▶ [REQUIREMENT] Which lines of the records below contain the word "roads"? Report each of them in full.
++++++
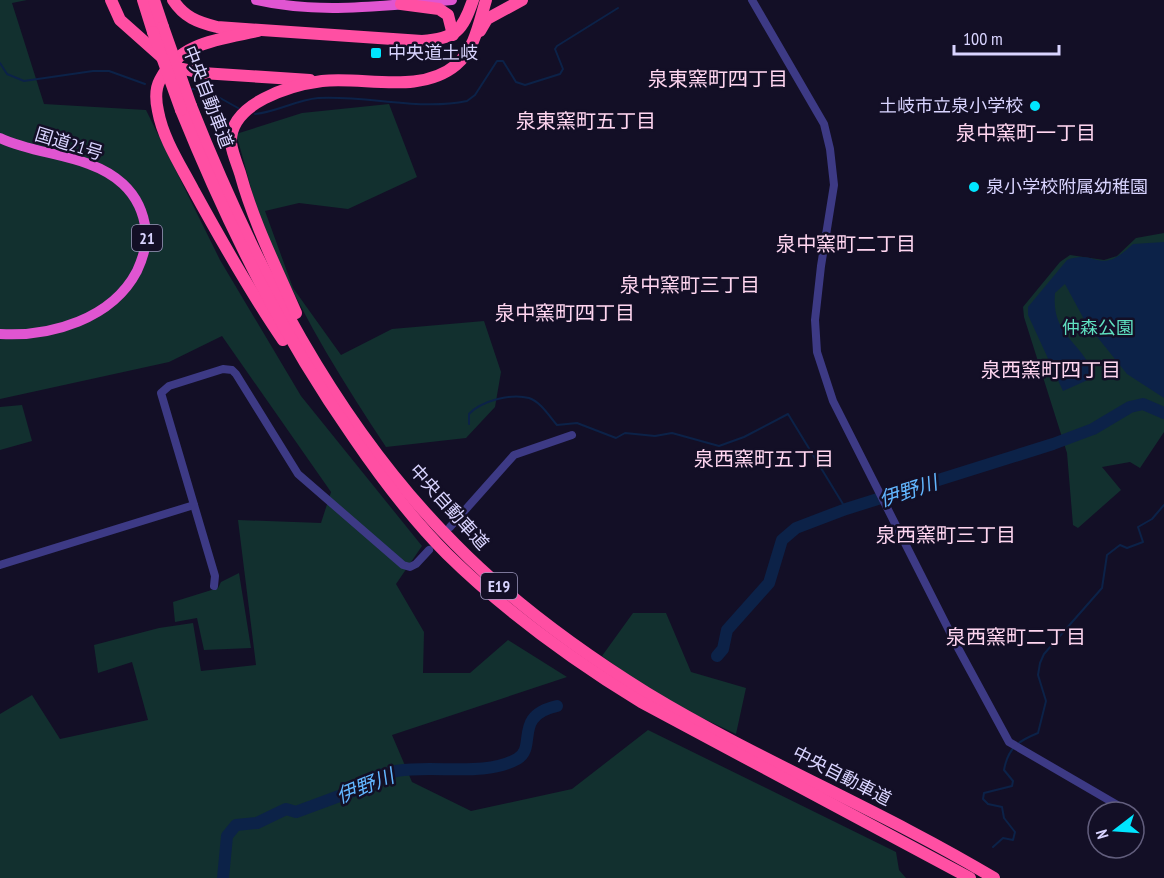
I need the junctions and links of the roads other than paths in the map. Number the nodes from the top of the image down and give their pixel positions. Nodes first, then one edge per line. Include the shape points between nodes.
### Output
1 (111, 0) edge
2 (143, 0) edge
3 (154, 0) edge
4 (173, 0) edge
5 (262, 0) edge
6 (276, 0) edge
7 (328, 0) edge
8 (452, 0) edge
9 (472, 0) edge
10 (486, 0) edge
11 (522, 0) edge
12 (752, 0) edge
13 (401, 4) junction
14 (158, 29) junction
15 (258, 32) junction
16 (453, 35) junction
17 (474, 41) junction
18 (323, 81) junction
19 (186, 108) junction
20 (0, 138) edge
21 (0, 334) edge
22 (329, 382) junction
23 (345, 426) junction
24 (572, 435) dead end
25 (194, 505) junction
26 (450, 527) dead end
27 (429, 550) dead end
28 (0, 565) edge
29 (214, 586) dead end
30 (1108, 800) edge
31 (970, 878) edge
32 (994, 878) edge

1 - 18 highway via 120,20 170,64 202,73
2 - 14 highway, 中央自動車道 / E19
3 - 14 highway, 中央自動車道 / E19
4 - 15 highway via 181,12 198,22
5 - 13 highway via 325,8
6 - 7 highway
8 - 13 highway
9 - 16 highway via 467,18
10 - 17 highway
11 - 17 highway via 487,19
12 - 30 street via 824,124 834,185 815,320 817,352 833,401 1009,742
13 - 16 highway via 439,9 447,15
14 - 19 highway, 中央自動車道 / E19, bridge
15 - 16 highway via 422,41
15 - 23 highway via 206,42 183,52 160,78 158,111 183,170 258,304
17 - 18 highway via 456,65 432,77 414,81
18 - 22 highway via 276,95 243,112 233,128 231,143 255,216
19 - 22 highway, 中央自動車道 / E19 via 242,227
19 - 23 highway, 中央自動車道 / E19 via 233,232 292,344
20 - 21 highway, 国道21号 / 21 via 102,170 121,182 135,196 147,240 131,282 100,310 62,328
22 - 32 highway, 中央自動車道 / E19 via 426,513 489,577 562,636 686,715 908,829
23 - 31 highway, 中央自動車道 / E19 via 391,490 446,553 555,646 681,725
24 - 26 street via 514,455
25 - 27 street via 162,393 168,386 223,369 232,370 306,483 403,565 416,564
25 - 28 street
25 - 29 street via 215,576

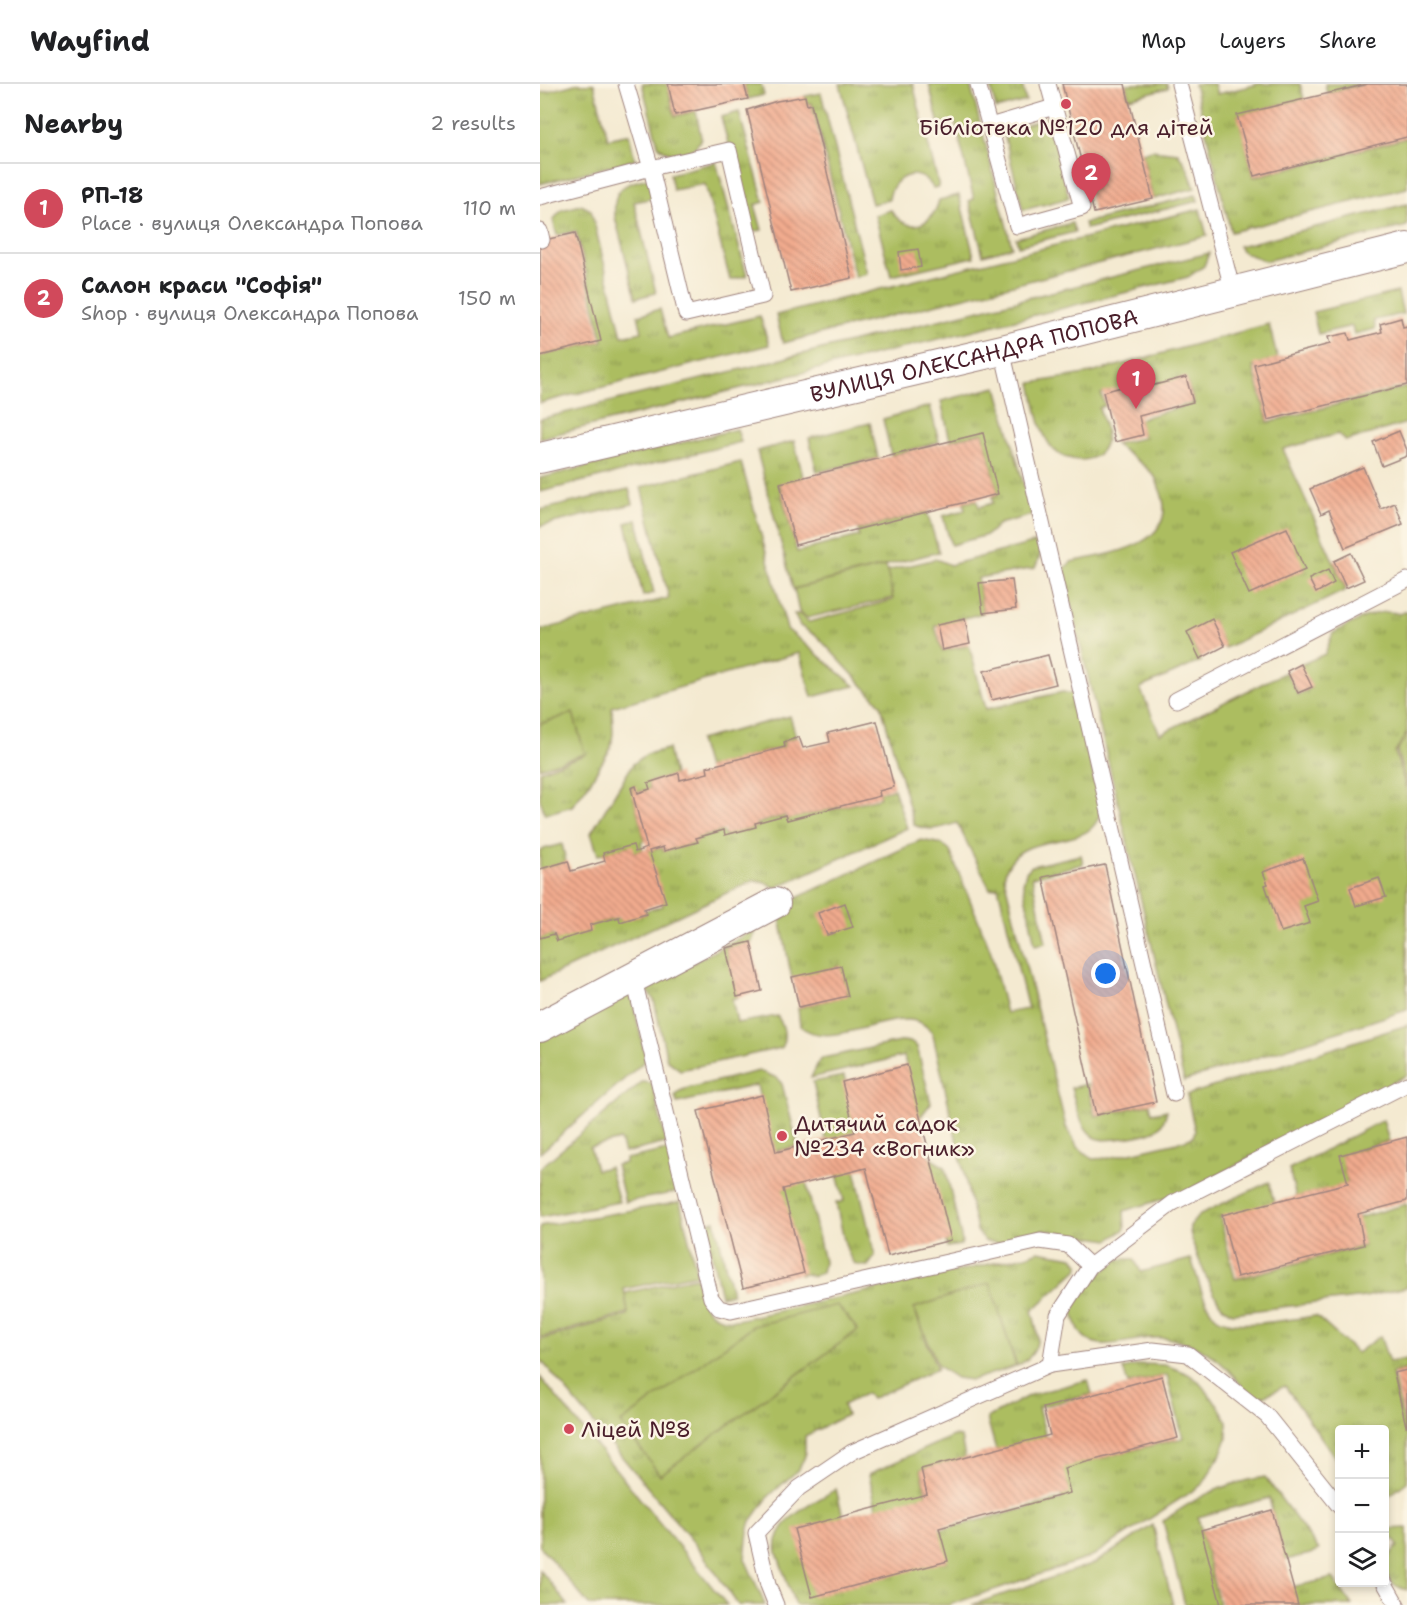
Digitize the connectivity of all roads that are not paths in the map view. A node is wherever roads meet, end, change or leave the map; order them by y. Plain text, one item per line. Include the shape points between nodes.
++++++
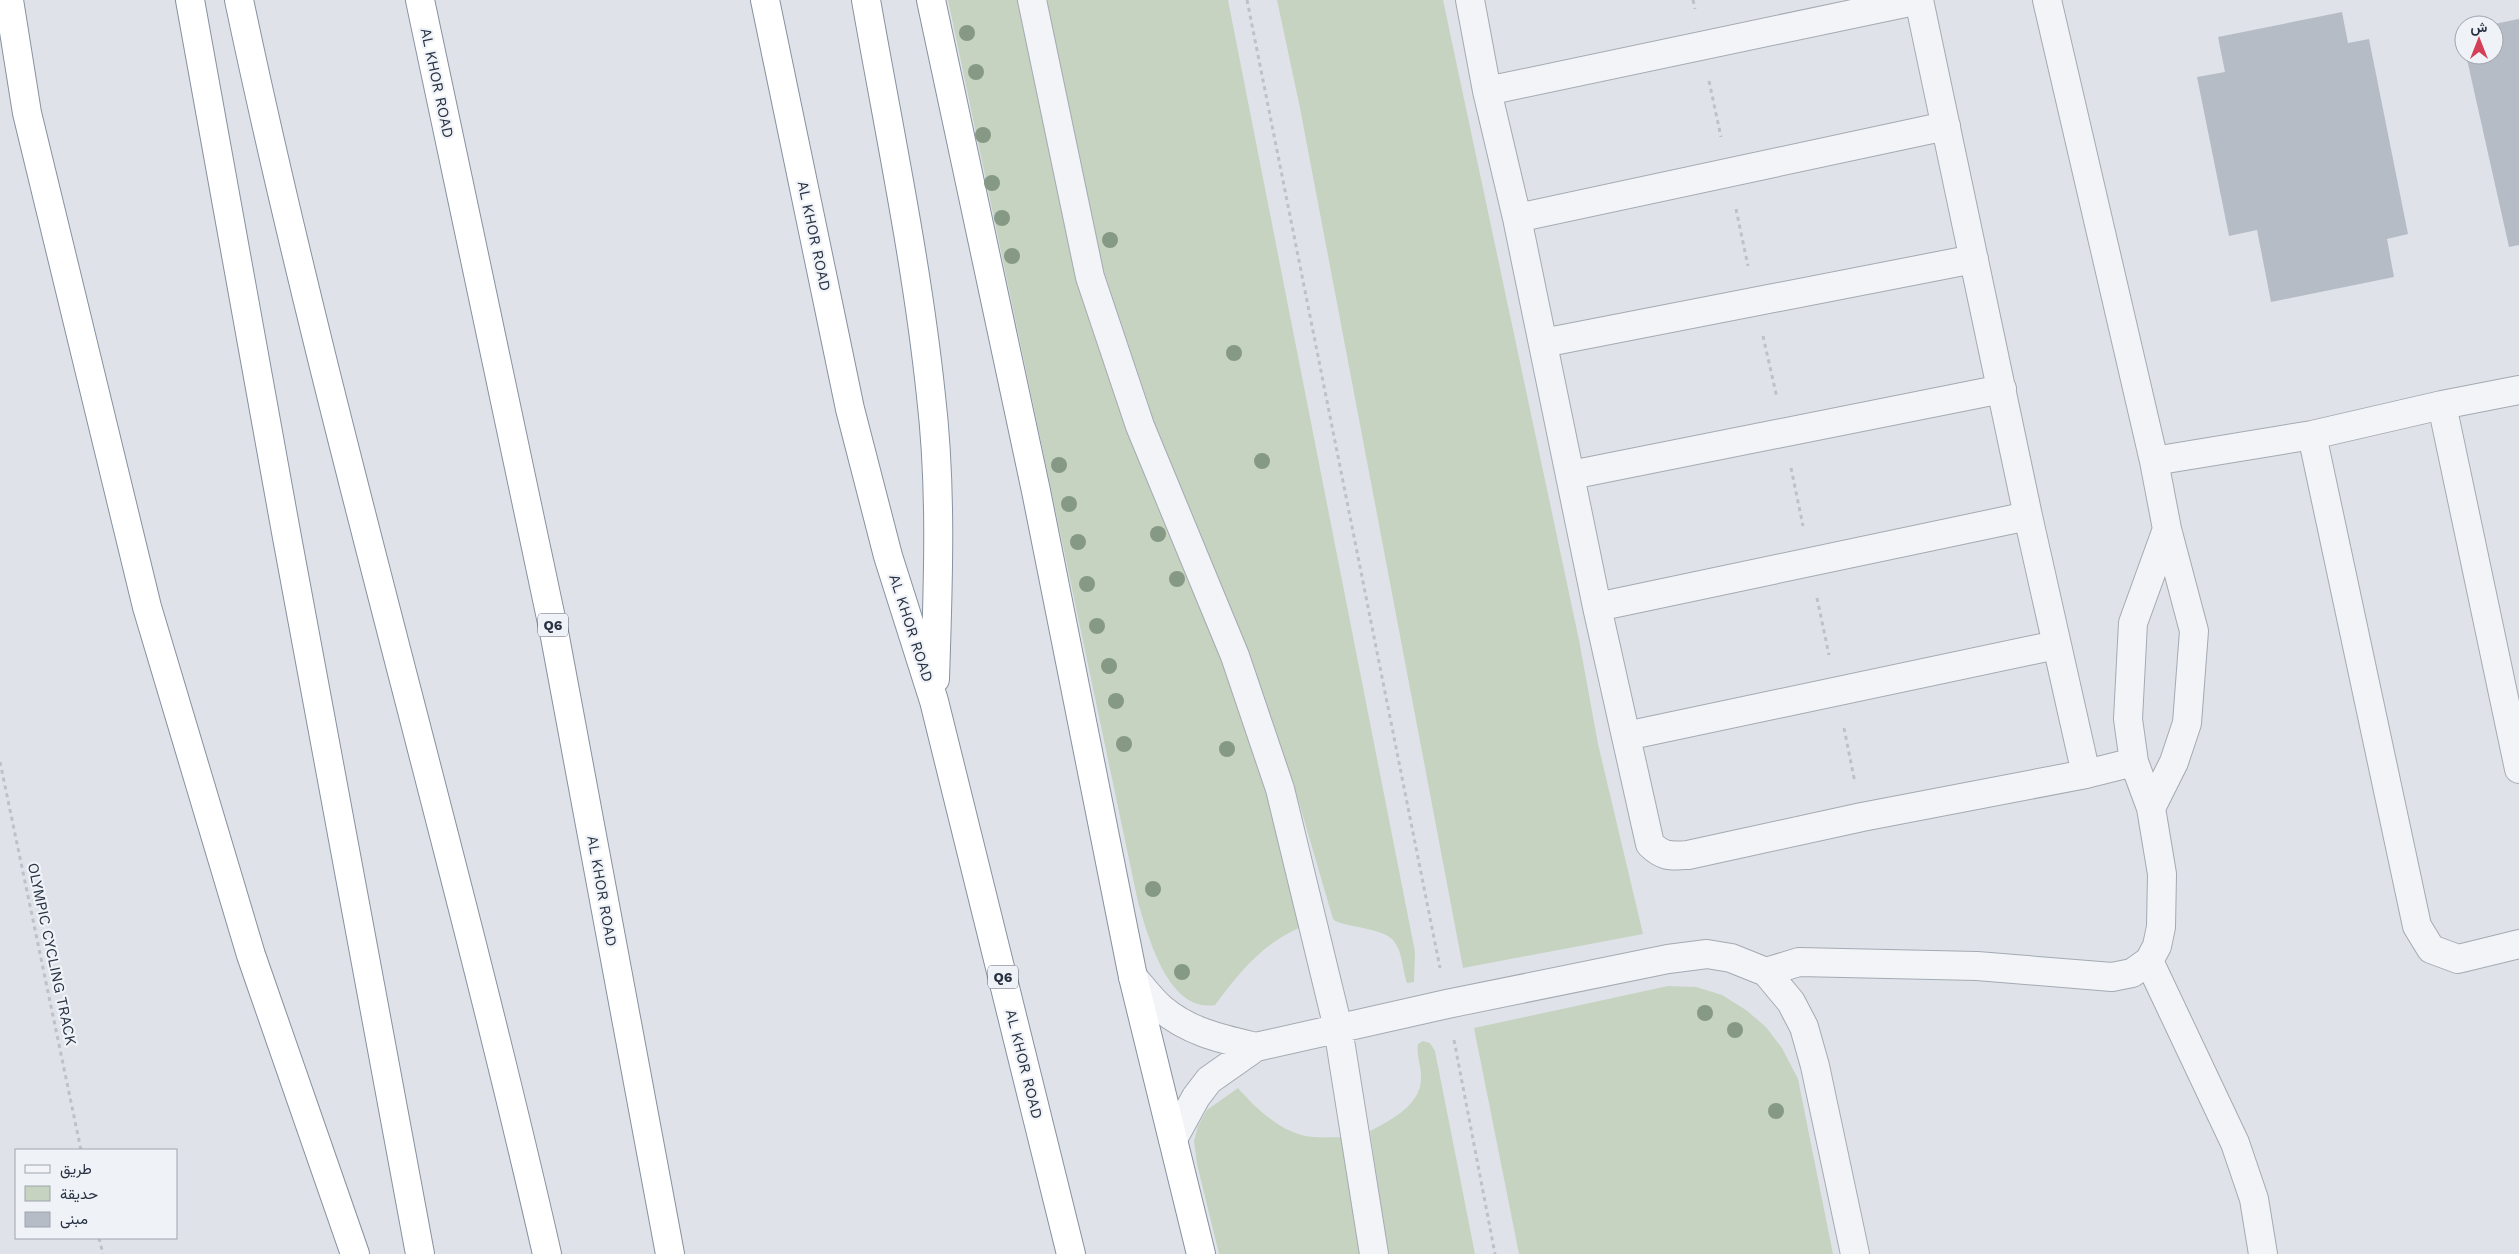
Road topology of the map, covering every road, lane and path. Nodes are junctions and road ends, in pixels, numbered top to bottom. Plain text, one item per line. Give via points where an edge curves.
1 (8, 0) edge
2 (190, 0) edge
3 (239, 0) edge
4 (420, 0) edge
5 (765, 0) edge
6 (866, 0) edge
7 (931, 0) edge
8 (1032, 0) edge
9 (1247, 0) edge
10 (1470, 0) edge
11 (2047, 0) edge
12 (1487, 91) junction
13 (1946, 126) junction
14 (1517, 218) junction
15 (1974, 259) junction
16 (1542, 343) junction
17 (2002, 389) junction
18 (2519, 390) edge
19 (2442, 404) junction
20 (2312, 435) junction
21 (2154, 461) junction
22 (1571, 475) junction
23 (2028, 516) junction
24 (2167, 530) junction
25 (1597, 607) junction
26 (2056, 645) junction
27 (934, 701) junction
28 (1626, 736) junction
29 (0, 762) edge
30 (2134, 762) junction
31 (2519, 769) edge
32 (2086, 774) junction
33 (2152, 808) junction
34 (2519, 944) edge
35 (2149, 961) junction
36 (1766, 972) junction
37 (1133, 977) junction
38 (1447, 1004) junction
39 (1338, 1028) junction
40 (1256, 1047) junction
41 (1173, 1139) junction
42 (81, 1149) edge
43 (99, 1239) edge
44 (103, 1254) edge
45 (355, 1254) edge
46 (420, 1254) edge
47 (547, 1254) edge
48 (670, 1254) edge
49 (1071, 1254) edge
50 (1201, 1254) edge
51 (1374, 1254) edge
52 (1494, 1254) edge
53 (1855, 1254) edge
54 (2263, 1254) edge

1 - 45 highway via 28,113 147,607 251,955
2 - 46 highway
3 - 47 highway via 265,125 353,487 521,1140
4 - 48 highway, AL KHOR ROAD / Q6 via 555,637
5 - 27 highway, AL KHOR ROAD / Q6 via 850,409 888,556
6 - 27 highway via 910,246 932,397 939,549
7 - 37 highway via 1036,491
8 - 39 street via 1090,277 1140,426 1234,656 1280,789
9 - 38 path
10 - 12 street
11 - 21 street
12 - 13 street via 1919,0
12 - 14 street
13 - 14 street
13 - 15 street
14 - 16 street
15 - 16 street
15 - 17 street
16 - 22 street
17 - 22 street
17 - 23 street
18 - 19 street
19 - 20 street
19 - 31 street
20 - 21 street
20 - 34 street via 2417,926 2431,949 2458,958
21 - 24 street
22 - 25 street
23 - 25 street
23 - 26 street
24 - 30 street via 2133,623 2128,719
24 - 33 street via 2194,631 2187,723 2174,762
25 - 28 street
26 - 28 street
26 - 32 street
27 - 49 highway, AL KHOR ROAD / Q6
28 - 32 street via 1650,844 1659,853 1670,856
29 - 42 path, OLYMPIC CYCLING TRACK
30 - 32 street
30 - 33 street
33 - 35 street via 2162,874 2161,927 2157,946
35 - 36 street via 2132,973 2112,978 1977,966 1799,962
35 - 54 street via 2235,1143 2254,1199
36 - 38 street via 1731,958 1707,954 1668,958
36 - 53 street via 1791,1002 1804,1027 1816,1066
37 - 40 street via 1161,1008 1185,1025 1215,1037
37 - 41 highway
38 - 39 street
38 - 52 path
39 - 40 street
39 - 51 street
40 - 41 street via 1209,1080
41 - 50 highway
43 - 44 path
++++++
▶ [RESPONSE AREA]
I need the junctions and links of the roads other than paths in the map. Number the nodes from the top of the image down and give their pixel positions. Nodes first, then one edge per line. Include the shape points between nodes.
Digitize the connectivity of all roads that are not paths in the map view. A node is wherever roads meet, end, change or leave the map; order them by y. Plain text, one item per line. Include the shape points between nodes.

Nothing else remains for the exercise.